But that would certainly be a problem, because from what I have observed mutation rate does depend on the repeat number. In fact, it varies widely with the repeat number.  

I have also estimated such differences in the past. This was discussed in length at dna-forums.org, for example. A 67 level dataset is considered here vs. assumption that mutation rates would have geometric dependence on the repeat number.

The number estimated by ignoring the repeat number dependence would follow average mutation rate for the dataset repeat number distribution. This is a question of level in detail in modeling.  To capture repeat number dependence, significantly more complex methods are needed.  Same applies to the use of such model parameters. (At the same time, some even use only one average mutation rate for everything.)

There is no reason to expect that any particular subgroup would have systematically lower or higher mutation rates than the average. (Exception are the very slow loci that do not usually contribute much to tmrca estimates.) Refinements with repeat number dependence did not change results dramatically from the basic model.


Quote
Ok but my concern would be that if those 35000 67 STRs haplotypes are all members of Clan Projects, or if they are simply 35000 67 STRs haplotype. The difference arises that if they are all members of clan projects, then it would mean that their MRCA would be in the order of 0-2000 ybp at most, therefore there would be some effects that would apply in such scenario.
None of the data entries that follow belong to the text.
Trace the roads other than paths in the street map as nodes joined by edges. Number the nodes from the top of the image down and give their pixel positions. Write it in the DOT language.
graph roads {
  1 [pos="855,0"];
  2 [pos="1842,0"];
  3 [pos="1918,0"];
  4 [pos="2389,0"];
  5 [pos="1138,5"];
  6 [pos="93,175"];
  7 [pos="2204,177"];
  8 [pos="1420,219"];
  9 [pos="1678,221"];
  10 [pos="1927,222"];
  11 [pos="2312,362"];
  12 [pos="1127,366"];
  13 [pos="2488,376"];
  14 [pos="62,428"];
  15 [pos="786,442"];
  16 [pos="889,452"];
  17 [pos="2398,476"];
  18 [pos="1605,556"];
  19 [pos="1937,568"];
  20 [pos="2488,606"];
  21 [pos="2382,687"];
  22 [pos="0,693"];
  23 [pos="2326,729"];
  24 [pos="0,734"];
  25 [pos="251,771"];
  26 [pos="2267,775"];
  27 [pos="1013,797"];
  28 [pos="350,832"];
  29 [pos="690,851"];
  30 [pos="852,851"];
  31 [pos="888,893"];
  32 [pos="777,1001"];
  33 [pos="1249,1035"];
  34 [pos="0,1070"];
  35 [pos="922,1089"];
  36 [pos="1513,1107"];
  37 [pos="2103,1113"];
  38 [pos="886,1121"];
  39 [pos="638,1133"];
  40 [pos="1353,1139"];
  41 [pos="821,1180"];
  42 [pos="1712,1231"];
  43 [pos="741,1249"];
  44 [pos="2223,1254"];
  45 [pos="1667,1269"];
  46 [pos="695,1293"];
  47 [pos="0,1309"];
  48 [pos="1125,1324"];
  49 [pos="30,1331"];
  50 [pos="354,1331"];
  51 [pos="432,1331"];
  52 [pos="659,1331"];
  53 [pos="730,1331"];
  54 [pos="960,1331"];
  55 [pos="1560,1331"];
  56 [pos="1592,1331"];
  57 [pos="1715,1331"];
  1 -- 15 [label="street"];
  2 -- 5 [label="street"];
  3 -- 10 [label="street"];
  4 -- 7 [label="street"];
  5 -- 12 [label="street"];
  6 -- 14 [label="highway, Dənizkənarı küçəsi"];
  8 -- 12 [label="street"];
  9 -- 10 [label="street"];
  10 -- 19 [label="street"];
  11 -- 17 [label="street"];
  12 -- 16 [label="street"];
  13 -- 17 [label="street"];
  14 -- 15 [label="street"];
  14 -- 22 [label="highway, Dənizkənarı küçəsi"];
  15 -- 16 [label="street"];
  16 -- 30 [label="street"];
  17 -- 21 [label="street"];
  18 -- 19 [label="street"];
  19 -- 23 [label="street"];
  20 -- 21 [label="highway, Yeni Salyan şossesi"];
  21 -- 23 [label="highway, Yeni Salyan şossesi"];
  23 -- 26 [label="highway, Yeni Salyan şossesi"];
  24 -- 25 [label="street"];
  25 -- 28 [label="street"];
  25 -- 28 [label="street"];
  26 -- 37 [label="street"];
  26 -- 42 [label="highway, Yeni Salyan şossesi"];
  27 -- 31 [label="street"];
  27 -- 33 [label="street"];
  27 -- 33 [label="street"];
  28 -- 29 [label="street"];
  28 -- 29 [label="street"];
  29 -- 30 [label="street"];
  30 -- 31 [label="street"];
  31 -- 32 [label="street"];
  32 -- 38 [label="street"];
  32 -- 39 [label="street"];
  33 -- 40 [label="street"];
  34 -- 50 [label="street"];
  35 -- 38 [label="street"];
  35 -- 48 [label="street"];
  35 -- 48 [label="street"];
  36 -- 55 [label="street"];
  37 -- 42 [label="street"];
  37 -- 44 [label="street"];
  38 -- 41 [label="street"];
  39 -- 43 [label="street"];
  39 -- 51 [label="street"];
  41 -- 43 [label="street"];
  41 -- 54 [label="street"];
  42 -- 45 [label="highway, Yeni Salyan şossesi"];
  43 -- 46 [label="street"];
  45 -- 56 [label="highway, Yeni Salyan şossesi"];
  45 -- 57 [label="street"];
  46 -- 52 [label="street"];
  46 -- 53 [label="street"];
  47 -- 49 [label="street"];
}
Even if all of them aren’t members of Clan Projects, if a vast majority is, it will still skew the results.  

Many distantly related sample pairs are "correlated" in the sense that same long branches of evolution contributed to large number of such pairs. If, say, two samples are as distant as being from say R1a and R-L21 , all such pairs have exactly the same mutations that happened during the timespan from R1b mutation to R-L21 mutation, for example: The inclusion of this evolution in many times would distort the results by giving a large overweight to one particular period of haplotype evolution.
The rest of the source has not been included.